Intermittent MPI failure
-
21 Februari 2008 18:11
So we’ve got an MPI job that’s running along fine for about 8 minutes of a 1hr job (19 node cluster, 8 procs per node, public gigabit network only)
Then, all of a sudden, we get a failure – looks like a TCP/IP problem:
job aborted:
rank: node: exit code: message
0: MT-DIST-30: terminated
1: MT-DIST-30: terminated
…snip…
112: MT-DIST-26: terminated
113: MT-DIST-26: terminated
114: MT-DIST-26: fatal error: Fatal error in MPI_Probe: Other MPI error, error stack:
MPI_Probe(112)..........: MPI_Probe(src=0, tag=2, MPI_COMM_WORLD, status=0x002DFDF8) failed
MPIDI_CH3I_Progress(165): handle_sock_op failed
handle_sock_read(530)...:
ReadFailed(1518)........: An existing connection was forcibly closed by the remote host. (errno 10054)
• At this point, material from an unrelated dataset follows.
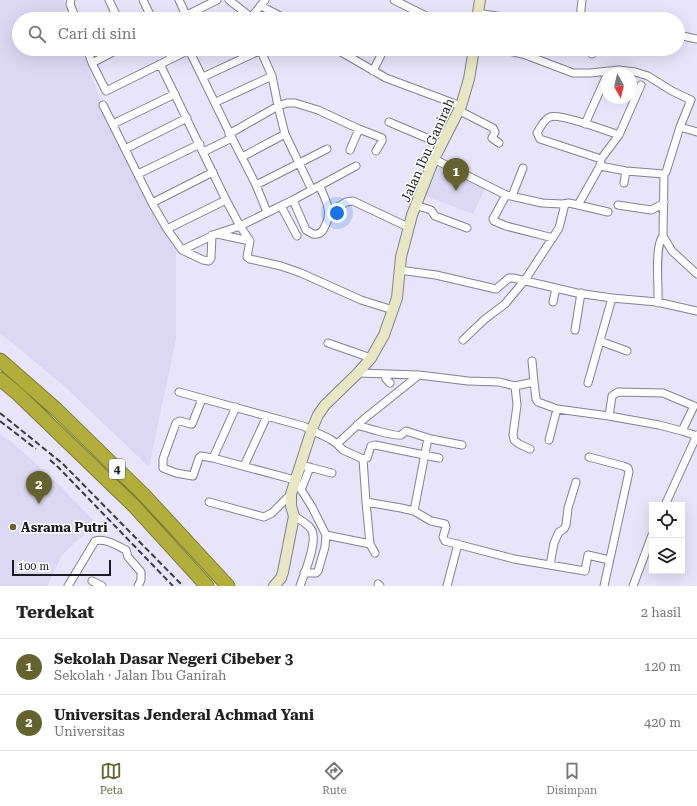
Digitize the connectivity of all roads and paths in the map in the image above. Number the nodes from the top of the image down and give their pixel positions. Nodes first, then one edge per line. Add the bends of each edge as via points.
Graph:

115: MT-DIST-26: terminated
116: MT-DIST-26: terminated
…snip…
135: MT-DIST-25: terminated
136: MT-DIST-28: terminated
137: MT-DIST-28: fatal error: Fatal error in MPI_Probe: Other MPI error, error stack:
MPI_Probe(112)..........: MPI_Probe(src=0, tag=2, MPI_COMM_WORLD, status=0x002DFDF8) failed
MPIDI_CH3I_Progress(165): handle_sock_op failed
handle_sock_read(530)...:
ReadFailed(1518)........: An existing connection was forcibly closed by the remote host. (errno 10054)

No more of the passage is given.